Donc je ne râle pas contre les parents qui prennent rendez-vous parce que leur enfant a de la fièvre depuis le milieu de l’après-midi, ou qu’il n’a pas dormi de la nuit. Ça a même un côté rituel assez sympathique de voir les parents débarquer en me disant « Nathan a de la fièvre depuis hier, il n’était vraiment pas bien » pendant que Nathan, deux ans et demi, court en rigolant s’installer sur la grande chaise pour piquer la place à son papa. Du coup les parents s’excusent en disant « Ben là on lui a donné du doliprane, alors ça se voit pas trop! »

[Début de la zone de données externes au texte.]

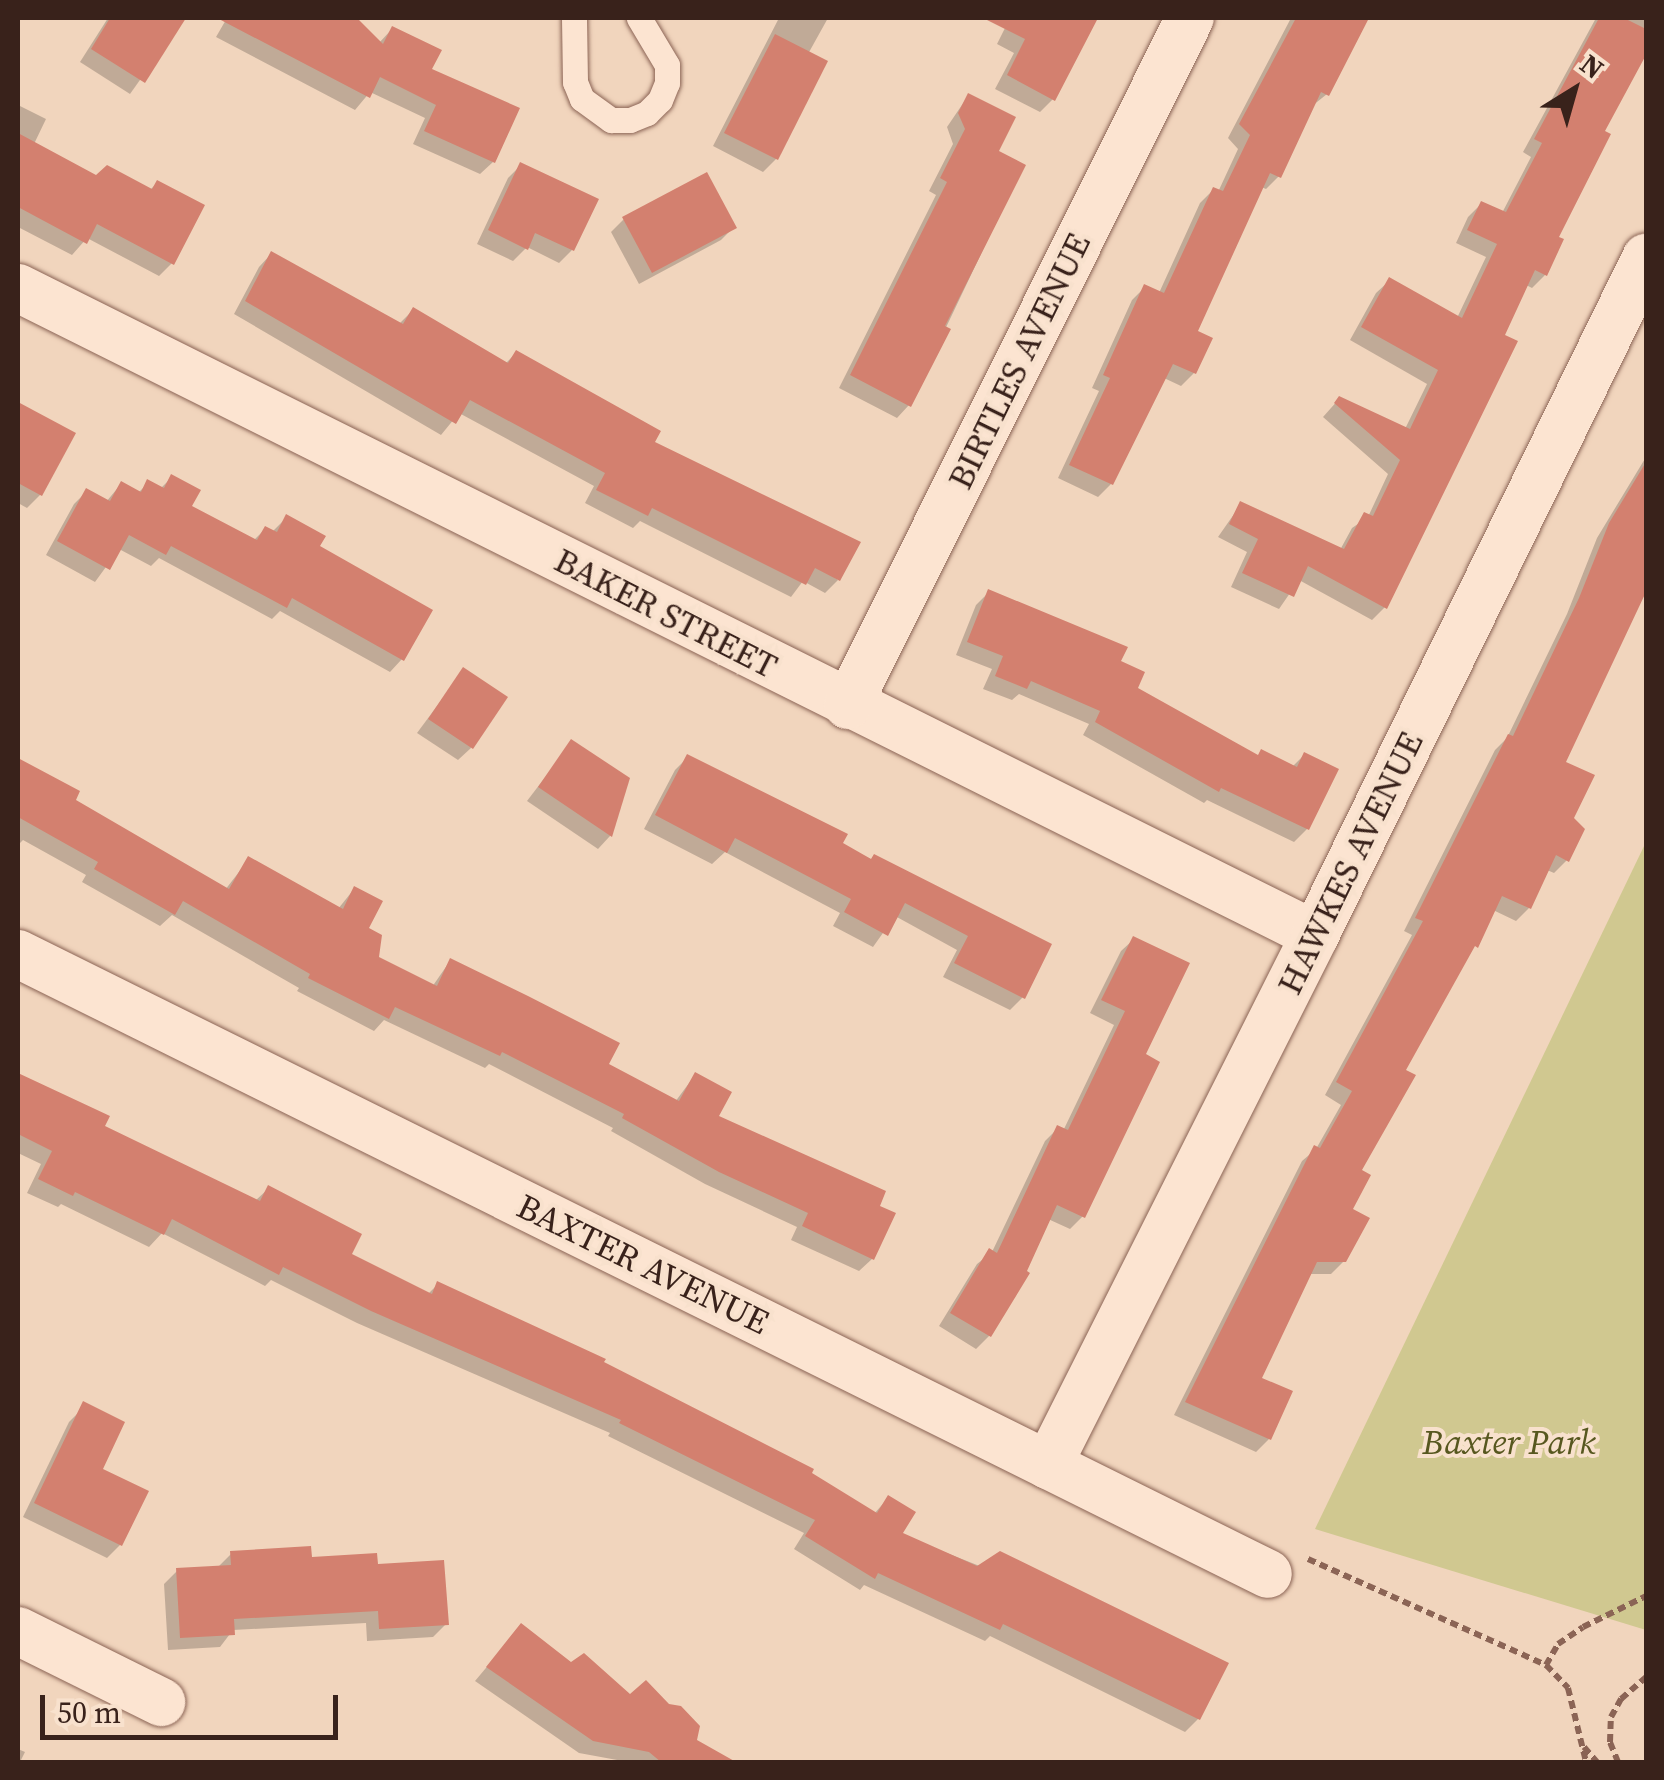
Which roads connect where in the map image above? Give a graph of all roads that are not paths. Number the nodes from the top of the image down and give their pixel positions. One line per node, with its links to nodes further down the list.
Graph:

Je souris un peu, des fois.

Mais après je prends le temps d’un examen complet. Et j’explique, et on discute. Des signes de gravité, des signes de gêne respiratoire. Que quand ça coule jaune, ça ne veut pas dire que c’est surinfecté. Que les ganglions c’est plutôt bon signe, c’est qu’il se défend. Que des fois on peut avoir mal aux oreilles même sans otite. Que de toute façon la première année en collectivité, c’est normal qu’il soit enrhumé quasiment en permanence d’octobre à avril. Que là, c’est très probablement viral, et que non, il n’y a pas besoin d’antibiotiques, mais que si la fièvre dure plus de trois jours, il faudra revenir pour refaire le point.

Et consultation après consultation, mois après mois, hiver après hiver, certains messages passent.

La plupart du temps, entre leurs parents qui gèrent de mieux en mieux, et leur système immunitaire qui s’entraîne et devient plus performant, je vois beaucoup moins mes petits patients après. Je les vois pour la visite annuelle et les certifalacons. Eventuellement une ou deux fois dans l’hiver, quand la fièvre traîne un peu, ou parce qu’il y a eu une épidémie de scarlatine à l’école. Mais je ne les vois plus pour les rhumes.

Et puis il y a mes habitués, ceux dont je reconnais la voix au téléphone. Pas plus malades que les autres, mais il s’écoule rarement plus de 15 jours sans qu’ils viennent me voir. Ils ont leurs petits rituels au cabinet médical, leurs livres préférés, savent où sont rangés les crayons, qu’en disant «s’il te plaît », ils peuvent avoir une feuille pour faire un dessin, et connaissent par coeur la petite chorégraphie de l’examen.

Pour certains, c’est parce que les parents restent super inquiets. Parce qu’une fois, Noé avait fait une convulsion fébrile, et que même si ce n’est pas grave c’est quand même super impressionnant. Ou parce qu’Emma fait régulièrement des crises d’asthme qu’on a du mal à contrôler, et qu’à chaque rhume ça a tendance à recommencer.

Mais pour plein d’autres, les parents n’ont pas l’air tellement inquiets. Ils sont contents de ne pas avoir besoin d’antibiotiques, me disent sans que je leur demande qu’il leur reste du doliprane à la maison. Ils savaient que ce n’était pas grave, ils savaient déjà quoi faire, ils savaient même dans quels cas reconsulter. C’est juste le message du « ce n’est donc pas la peine de venir » qui n’est pas passé.

De temps en temps, je finis par comprendre pourquoi ils sont venus. La consultation pour le petit est un prétexte pour aborder autre chose, les conflits avec la hiérarchie au boulot, l’oubli de pilule d’avant-hier, les insomnies depuis plusieurs semaines… Parfois même on se met d’accord pour reprogrammer un rendez vous juste pour ça, sans les enfants, pour avoir le temps de s’en occuper comme il faut.

Plus souvent, mes antennes-à-détecter-les-motifs-cachés-de-la-consultation doivent être en panne, parce que même en lançant quelques perches, je ne trouve vraiment rien d’autre que le nez qui coule et 38 depuis la veille. Ce sont des consultations reposantes, on discute, on rigole, je rattrape un peu de retard. Comme une respiration au milieu de journées parfois un peu difficiles.

Mais je trouve quand même ça un peu bizarre de prendre rendez vous chez son médecin juste pour venir lui dire bonjour.